Au Zimbabwe, un retour forcé aux céréales locales

JEKESAI NJIKIZANA / AFP

Le menu de la famille Svosve, installée à Mudzi, une région dans le nord-est du pays, a changé du tout au tout. La famille a tiré un trait sur le maïs pour passer aux céréales locales, notamment le sorgho et le millet. Un scénario inconcevable il y a quelques mois, et que vivent pourtant de nombreux foyers zimbabwéens, souligne le site de la BBC, qui consacre un article à ce phénomène.

Importé des Amériques par les commerçants portugais au XVIe siècle, le maïs est un élément central de l’alimentation au Zimbabwe, “il vient juste après l’eau dans le ménage zimbabwéen moyen”, souligne la BBC. Il est notamment utilisé pour cuisiner le sadza, l’aliment de base de la cuisine du pays. Mais voilà, depuis le début de la guerre en Ukraine, et avec une sécheresse accrue, son prix a augmenté de plus de 50 %. Quant aux engrais, le prix de leurs composants a triplé. En fait, c’est toute l’économie du pays qui subit de plein fouet l’inflation, qui a atteint 191,6 % en juin dernier. Et de nombreux produits de première nécessité sont devenus inaccessibles.

Pour remplacer le maïs, les Svosve ont donc choisi le sorgho et le millet. Deux céréales autrefois consommées par les Zimbabwéens, et qui résistent mieux à la sécheresse. Se confiant à la BBC, le père de famille, Lovemore Svosve, se réjouit d’avoir opté pour ces céréales, qui vont leur permettre de tenir la saison : “Nous avons planté une importante quantité de maïs ainsi que du sorgho et du millet. Mais nous n’avons rien obtenu du maïs. Il a été brûlé à la suite de la sécheresse. Nous n’avons récolté que les céréales traditionnelles.

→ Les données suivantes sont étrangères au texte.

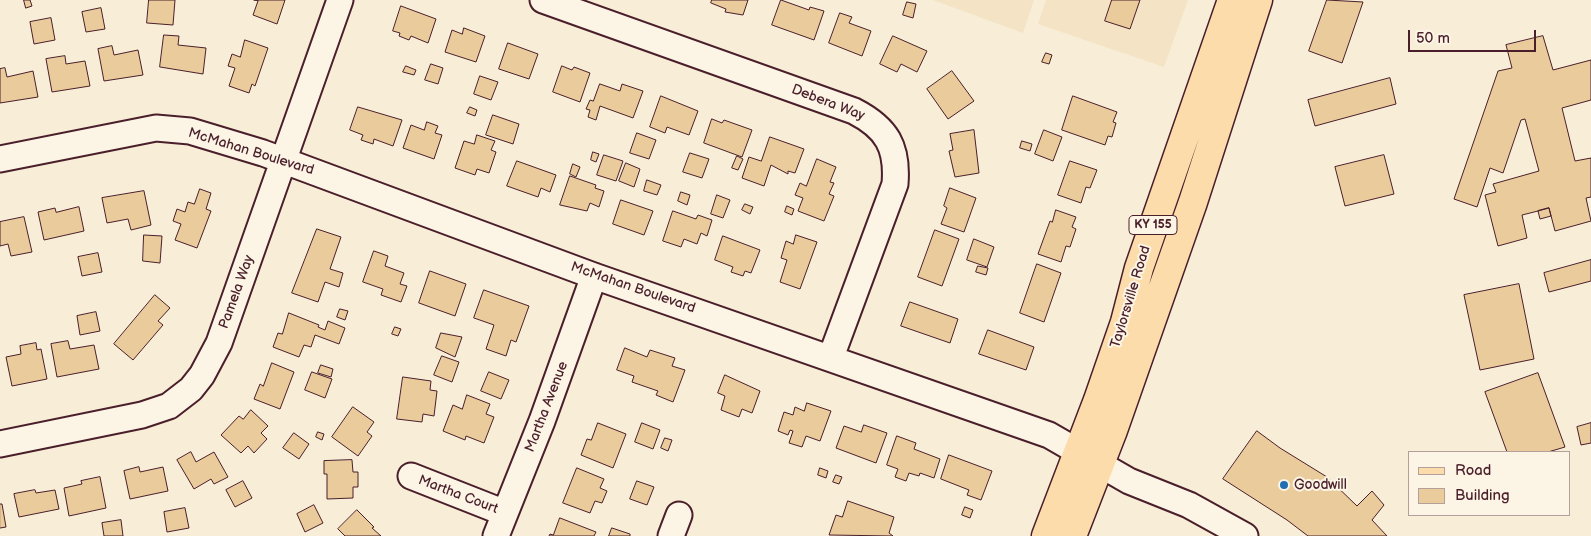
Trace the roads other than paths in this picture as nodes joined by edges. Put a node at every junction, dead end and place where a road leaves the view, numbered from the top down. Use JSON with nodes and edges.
{"nodes":[{"id":1,"x":340,"y":0,"type":"edge"},
{"id":2,"x":543,"y":0,"type":"edge"},
{"id":3,"x":1232,"y":0,"type":"edge"},
{"id":4,"x":1258,"y":0,"type":"edge"},
{"id":5,"x":0,"y":159,"type":"edge"},
{"id":6,"x":284,"y":160,"type":"junction"},
{"id":7,"x":594,"y":276,"type":"junction"},
{"id":8,"x":831,"y":357,"type":"junction"},
{"id":9,"x":0,"y":444,"type":"edge"},
{"id":10,"x":1089,"y":458,"type":"junction"},
{"id":11,"x":411,"y":476,"type":"dead end"},
{"id":12,"x":505,"y":513,"type":"junction"},
{"id":13,"x":496,"y":536,"type":"edge"},
{"id":14,"x":1046,"y":536,"type":"edge"},
{"id":15,"x":1072,"y":536,"type":"edge"},
{"id":16,"x":1245,"y":536,"type":"edge"}],
"edges":[{"from":1,"to":6,"type":"street","name":"Pamela Way"},
{"from":2,"to":8,"type":"street","name":"Debera Way"},
{"from":3,"to":10,"type":"main road","name":"Taylorsville Road","number":"KY 155"},
{"from":4,"to":10,"type":"main road","name":"Taylorsville Road","number":"KY 155"},
{"from":5,"to":6,"type":"street","name":"McMahan Boulevard"},
{"from":6,"to":7,"type":"street","name":"McMahan Boulevard"},
{"from":6,"to":9,"type":"street","name":"Pamela Way"},
{"from":7,"to":8,"type":"street","name":"McMahan Boulevard"},
{"from":7,"to":12,"type":"street","name":"Martha Avenue"},
{"from":8,"to":10,"type":"street","name":"McMahan Boulevard"},
{"from":10,"to":14,"type":"main road","name":"Taylorsville Road","number":"KY 155"},
{"from":10,"to":15,"type":"main road","name":"Taylorsville Road","number":"KY 155"},
{"from":10,"to":16,"type":"street","name":"McMahan Boulevard"},
{"from":11,"to":12,"type":"street","name":"Martha Court"},
{"from":12,"to":13,"type":"street","name":"Martha Avenue"}]}
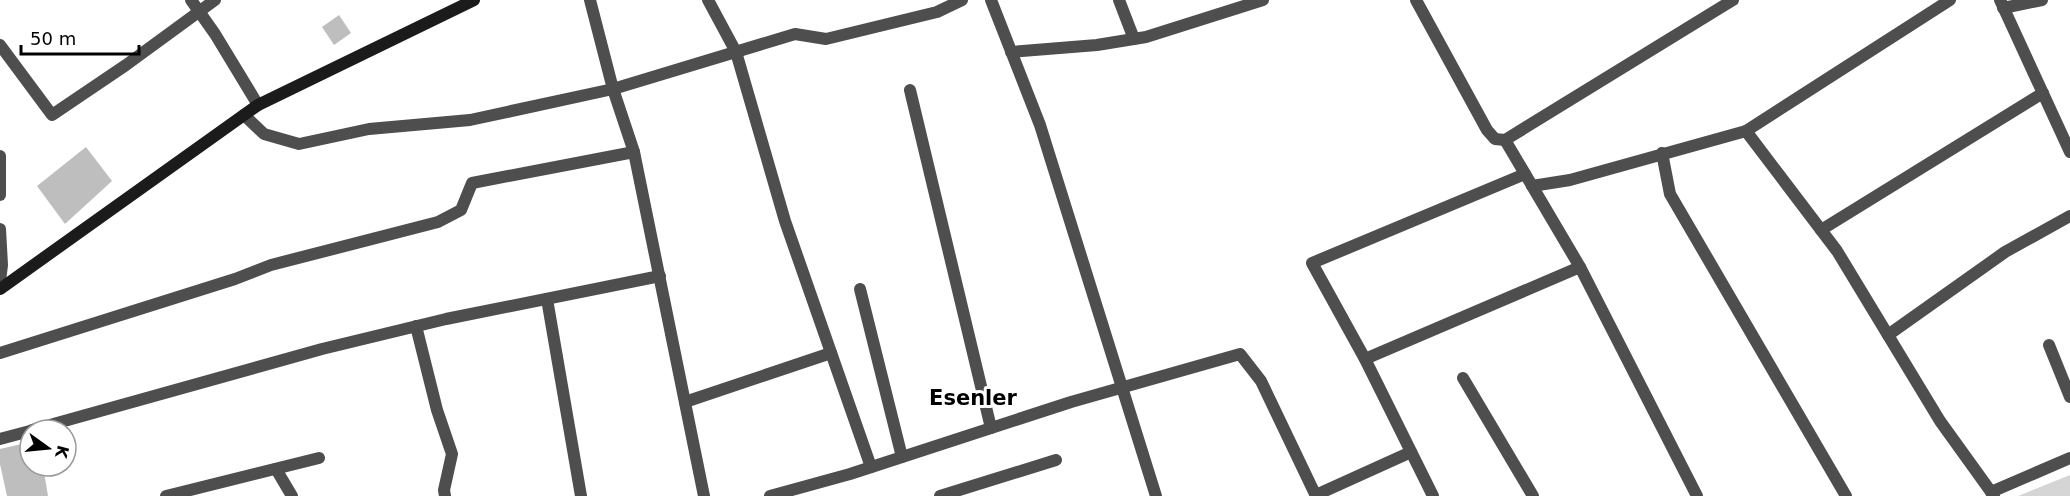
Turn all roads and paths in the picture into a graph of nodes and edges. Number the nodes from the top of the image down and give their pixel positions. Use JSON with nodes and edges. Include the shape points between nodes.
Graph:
{"nodes":[{"id":1,"x":191,"y":0,"type":"edge"},
{"id":2,"x":215,"y":0,"type":"edge"},
{"id":3,"x":474,"y":0,"type":"edge"},
{"id":4,"x":590,"y":0,"type":"edge"},
{"id":5,"x":708,"y":0,"type":"edge"},
{"id":6,"x":962,"y":0,"type":"edge"},
{"id":7,"x":991,"y":0,"type":"edge"},
{"id":8,"x":1119,"y":0,"type":"edge"},
{"id":9,"x":1263,"y":0,"type":"edge"},
{"id":10,"x":1416,"y":0,"type":"edge"},
{"id":11,"x":1733,"y":0,"type":"edge"},
{"id":12,"x":1950,"y":0,"type":"edge"},
{"id":13,"x":2042,"y":0,"type":"edge"},
{"id":14,"x":1241,"y":3,"type":"edge"},
{"id":15,"x":2001,"y":4,"type":"edge"},
{"id":16,"x":199,"y":11,"type":"junction"},
{"id":17,"x":1134,"y":39,"type":"junction"},
{"id":18,"x":0,"y":45,"type":"edge"},
{"id":19,"x":736,"y":52,"type":"junction"},
{"id":20,"x":1011,"y":52,"type":"junction"},
{"id":21,"x":613,"y":89,"type":"junction"},
{"id":22,"x":910,"y":90,"type":"dead end"},
{"id":23,"x":2043,"y":93,"type":"junction"},
{"id":24,"x":258,"y":105,"type":"junction"},
{"id":25,"x":244,"y":115,"type":"junction"},
{"id":26,"x":2070,"y":119,"type":"edge"},
{"id":27,"x":2057,"y":124,"type":"junction"},
{"id":28,"x":1746,"y":131,"type":"junction"},
{"id":29,"x":1505,"y":140,"type":"junction"},
{"id":30,"x":634,"y":152,"type":"junction"},
{"id":31,"x":2070,"y":152,"type":"edge"},
{"id":32,"x":1662,"y":153,"type":"junction"},
{"id":33,"x":0,"y":156,"type":"edge"},
{"id":34,"x":1525,"y":174,"type":"junction"},
{"id":35,"x":1532,"y":186,"type":"junction"},
{"id":36,"x":0,"y":195,"type":"edge"},
{"id":37,"x":2070,"y":216,"type":"edge"},
{"id":38,"x":0,"y":229,"type":"edge"},
{"id":39,"x":1821,"y":230,"type":"junction"},
{"id":40,"x":1580,"y":267,"type":"junction"},
{"id":41,"x":660,"y":276,"type":"junction"},
{"id":42,"x":0,"y":281,"type":"edge"},
{"id":43,"x":0,"y":289,"type":"edge"},
{"id":44,"x":860,"y":289,"type":"dead end"},
{"id":45,"x":547,"y":298,"type":"junction"},
{"id":46,"x":416,"y":326,"type":"junction"},
{"id":47,"x":1888,"y":335,"type":"junction"},
{"id":48,"x":2049,"y":345,"type":"dead end"},
{"id":49,"x":0,"y":352,"type":"edge"},
{"id":50,"x":831,"y":353,"type":"junction"},
{"id":51,"x":1365,"y":360,"type":"junction"},
{"id":52,"x":1463,"y":378,"type":"dead end"},
{"id":53,"x":1123,"y":387,"type":"junction"},
{"id":54,"x":2070,"y":397,"type":"edge"},
{"id":55,"x":685,"y":402,"type":"junction"},
{"id":56,"x":74,"y":418,"type":"edge"},
{"id":57,"x":991,"y":428,"type":"junction"},
{"id":58,"x":18,"y":434,"type":"edge"},
{"id":59,"x":0,"y":439,"type":"edge"},
{"id":60,"x":1411,"y":452,"type":"junction"},
{"id":61,"x":902,"y":457,"type":"junction"},
{"id":62,"x":319,"y":458,"type":"dead end"},
{"id":63,"x":2070,"y":458,"type":"edge"},
{"id":64,"x":1056,"y":460,"type":"dead end"},
{"id":65,"x":871,"y":467,"type":"junction"},
{"id":66,"x":276,"y":469,"type":"junction"},
{"id":67,"x":1992,"y":494,"type":"edge"},
{"id":68,"x":166,"y":496,"type":"edge"},
{"id":69,"x":292,"y":496,"type":"edge"},
{"id":70,"x":445,"y":496,"type":"edge"},
{"id":71,"x":581,"y":496,"type":"edge"},
{"id":72,"x":704,"y":496,"type":"edge"},
{"id":73,"x":770,"y":496,"type":"edge"},
{"id":74,"x":940,"y":496,"type":"edge"},
{"id":75,"x":1156,"y":496,"type":"edge"},
{"id":76,"x":1316,"y":496,"type":"edge"},
{"id":77,"x":1433,"y":496,"type":"edge"},
{"id":78,"x":1533,"y":496,"type":"edge"},
{"id":79,"x":1697,"y":496,"type":"edge"},
{"id":80,"x":1846,"y":496,"type":"edge"}],
"edges":[{"from":1,"to":16,"type":"street"},
{"from":2,"to":16,"type":"street"},
{"from":3,"to":24,"type":"street"},
{"from":4,"to":21,"type":"street"},
{"from":5,"to":19,"type":"street"},
{"from":6,"to":19,"type":"street","via":[[937,12],[826,39],[795,34]]},
{"from":7,"to":20,"type":"street"},
{"from":8,"to":17,"type":"street"},
{"from":9,"to":14,"type":"street"},
{"from":10,"to":29,"type":"street","via":[[1487,130],[1495,139]]},
{"from":11,"to":29,"type":"street"},
{"from":12,"to":28,"type":"street"},
{"from":13,"to":15,"type":"street"},
{"from":14,"to":17,"type":"street"},
{"from":15,"to":23,"type":"street"},
{"from":16,"to":18,"type":"street","via":[[52,115]]},
{"from":16,"to":24,"type":"street"},
{"from":17,"to":20,"type":"street"},
{"from":19,"to":21,"type":"street"},
{"from":19,"to":50,"type":"street","via":[[786,221]]},
{"from":20,"to":53,"type":"street","via":[[1040,125]]},
{"from":21,"to":25,"type":"street","via":[[470,120],[369,129],[299,144],[264,134]]},
{"from":21,"to":30,"type":"street"},
{"from":22,"to":57,"type":"street"},
{"from":23,"to":27,"type":"street"},
{"from":23,"to":39,"type":"street"},
{"from":24,"to":25,"type":"street"},
{"from":25,"to":43,"type":"street"},
{"from":26,"to":27,"type":"street"},
{"from":27,"to":31,"type":"street"},
{"from":28,"to":32,"type":"street"},
{"from":28,"to":39,"type":"street"},
{"from":29,"to":34,"type":"street"},
{"from":30,"to":41,"type":"street"},
{"from":30,"to":49,"type":"street","via":[[472,183],[461,210],[438,222],[271,265]]},
{"from":32,"to":35,"type":"street","via":[[1570,180]]},
{"from":32,"to":80,"type":"street","via":[[1670,194]]},
{"from":33,"to":36,"type":"street"},
{"from":34,"to":35,"type":"street"},
{"from":34,"to":51,"type":"street","via":[[1312,263]]},
{"from":35,"to":40,"type":"street"},
{"from":37,"to":47,"type":"street","via":[[2005,252]]},
{"from":38,"to":42,"type":"street"},
{"from":39,"to":47,"type":"street"},
{"from":40,"to":51,"type":"street"},
{"from":40,"to":79,"type":"street"},
{"from":41,"to":45,"type":"street"},
{"from":41,"to":55,"type":"street"},
{"from":44,"to":61,"type":"street"},
{"from":45,"to":46,"type":"street"},
{"from":45,"to":71,"type":"street"},
{"from":46,"to":56,"type":"street"},
{"from":46,"to":70,"type":"street","via":[[452,454]]},
{"from":47,"to":67,"type":"street","via":[[1940,421]]},
{"from":48,"to":54,"type":"street"},
{"from":50,"to":55,"type":"street"},
{"from":50,"to":65,"type":"street"},
{"from":51,"to":60,"type":"street"},
{"from":52,"to":78,"type":"street"},
{"from":53,"to":57,"type":"street"},
{"from":53,"to":75,"type":"street"},
{"from":53,"to":76,"type":"street","via":[[1240,354],[1261,381]]},
{"from":55,"to":72,"type":"street"},
{"from":57,"to":61,"type":"street"},
{"from":58,"to":59,"type":"street"},
{"from":60,"to":76,"type":"street"},
{"from":60,"to":77,"type":"street"},
{"from":61,"to":65,"type":"street"},
{"from":62,"to":66,"type":"street"},
{"from":63,"to":67,"type":"street"},
{"from":64,"to":74,"type":"street"},
{"from":65,"to":73,"type":"street"},
{"from":66,"to":68,"type":"street"},
{"from":66,"to":69,"type":"street"}]}
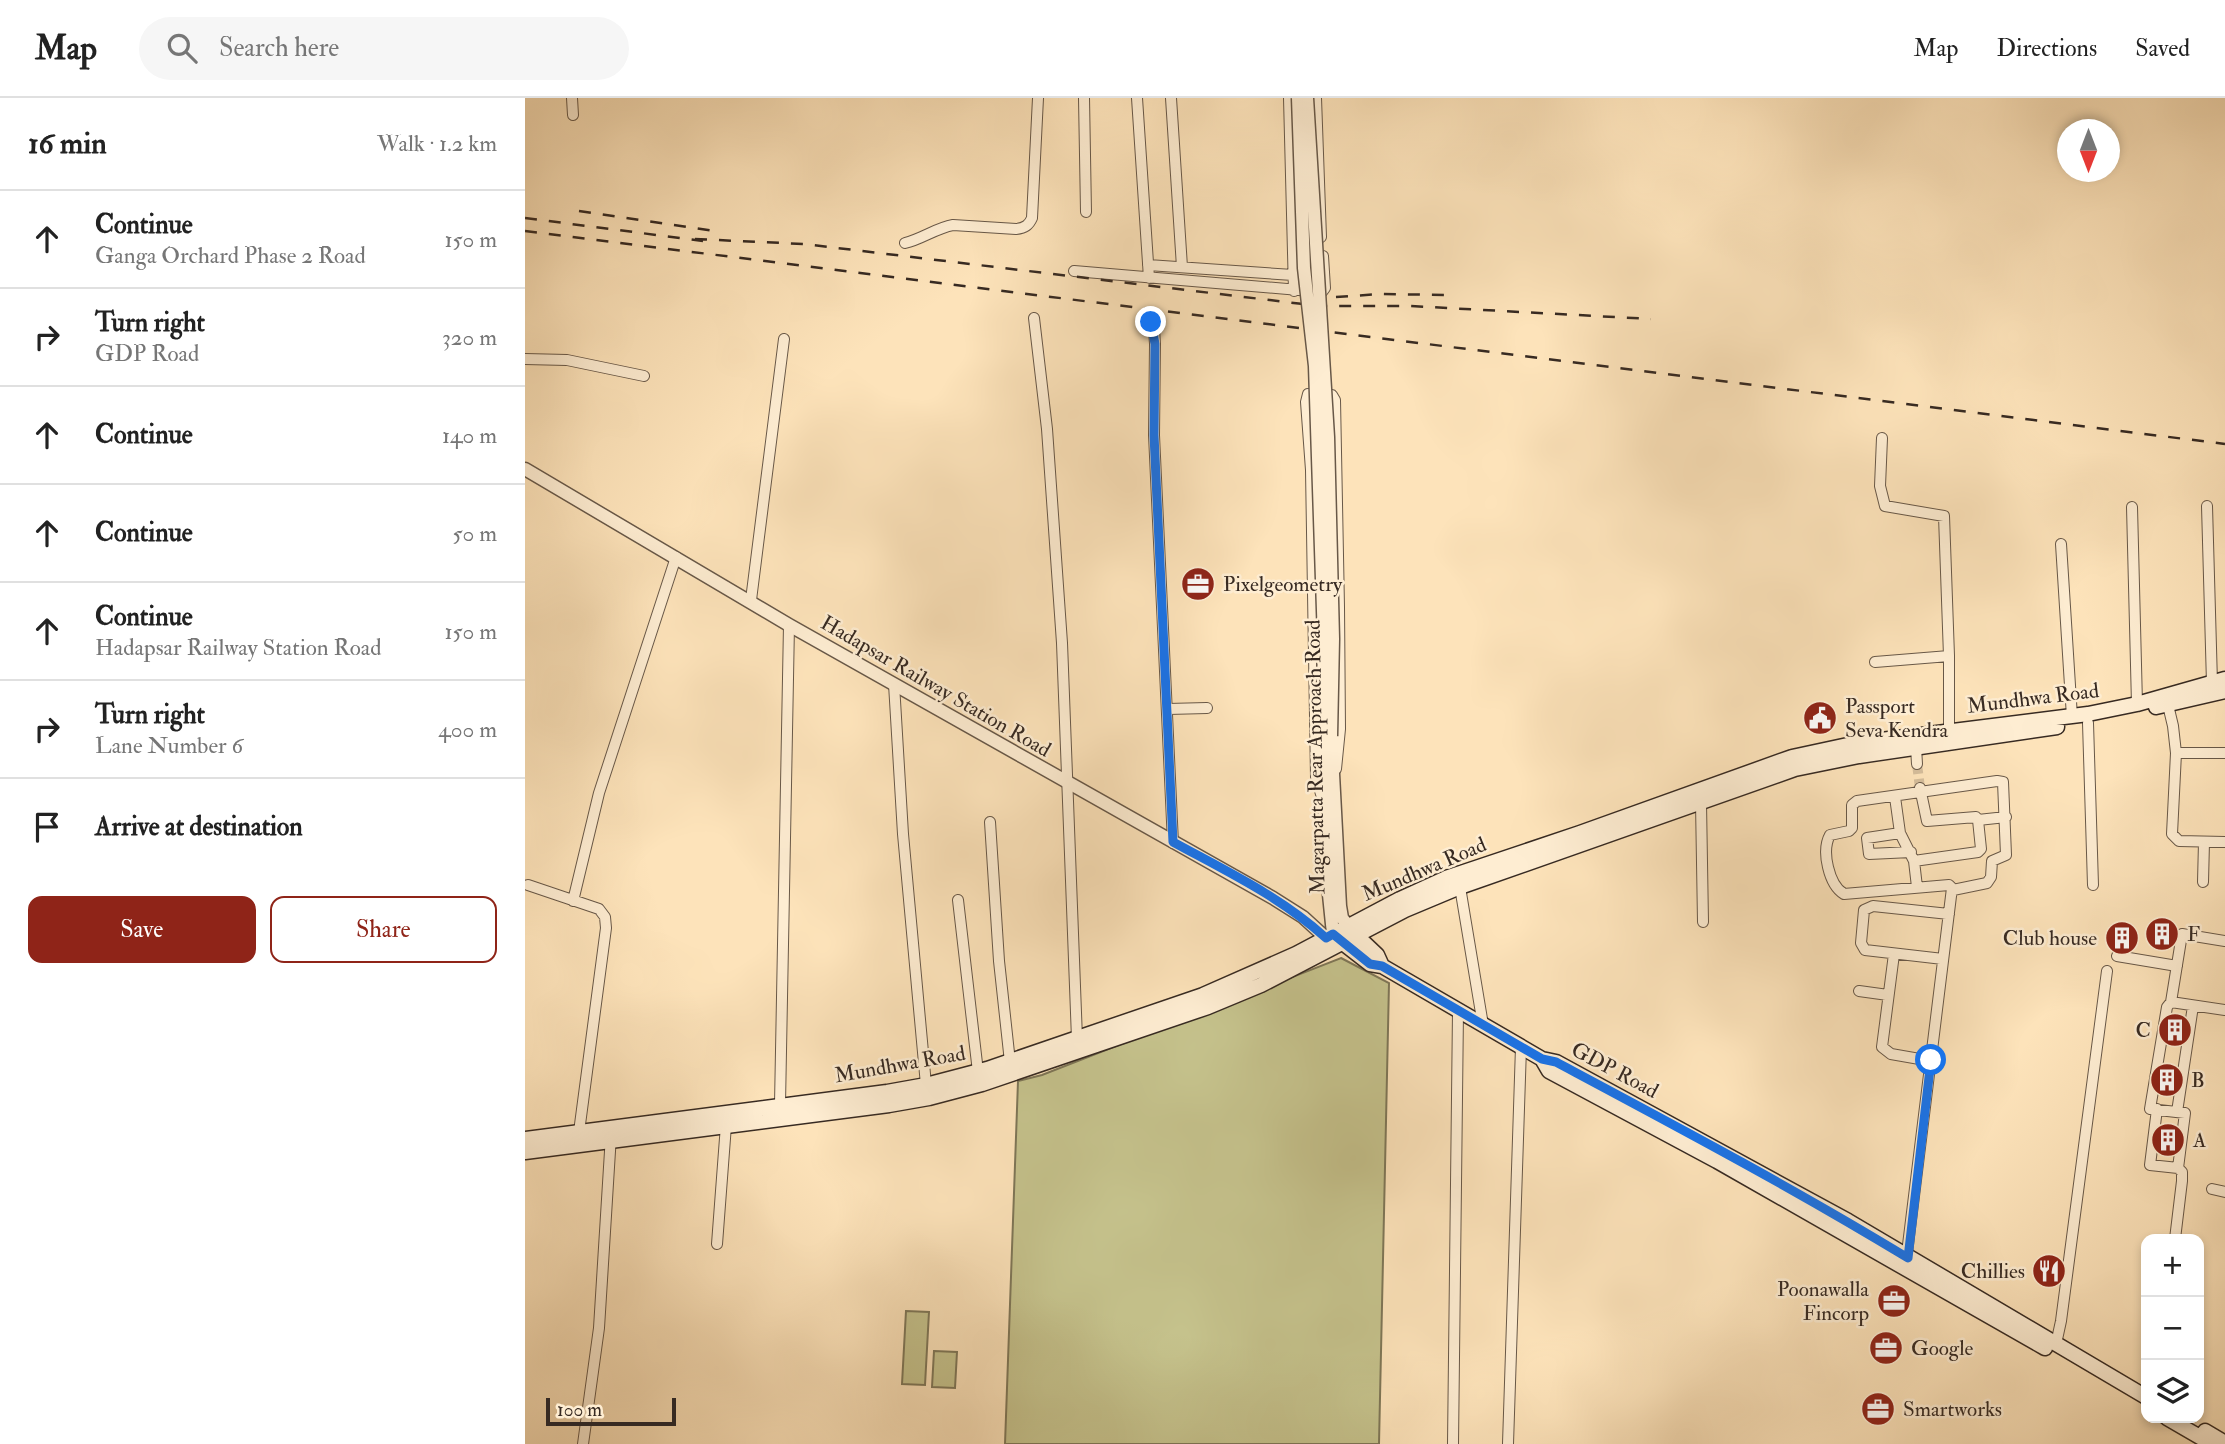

De fait, pour 5 kilos de semences, ils ont obtenu une tonne de sorgho, contre seulement quelques épis de maïs pour 10 kilos de semences et 100 kilos d’engrais. Verdict : “Nous ne replanterons plus de maïs. Je ne sais pas comment quelqu’un dans cette région peut le faire après la dernière saison”, déclare l’une de ses épouses, Rose Karina.

C’est précisément ce que recherchent le gouvernement en place et le Programme des Nations unies pour le développement (PNUD), qui poussent les agriculteurs à revenir à ces cultures nécessitant moins d’engrais, plus résistantes à la sécheresse et riches en éléments nutritionnels. Mais ces semences restent encore méconnues de la majorité des agriculteurs : 377 000 tonnes ont été produites l’an dernier, contre 2,7 millions de tonnes de maïs, rappelle la BBC.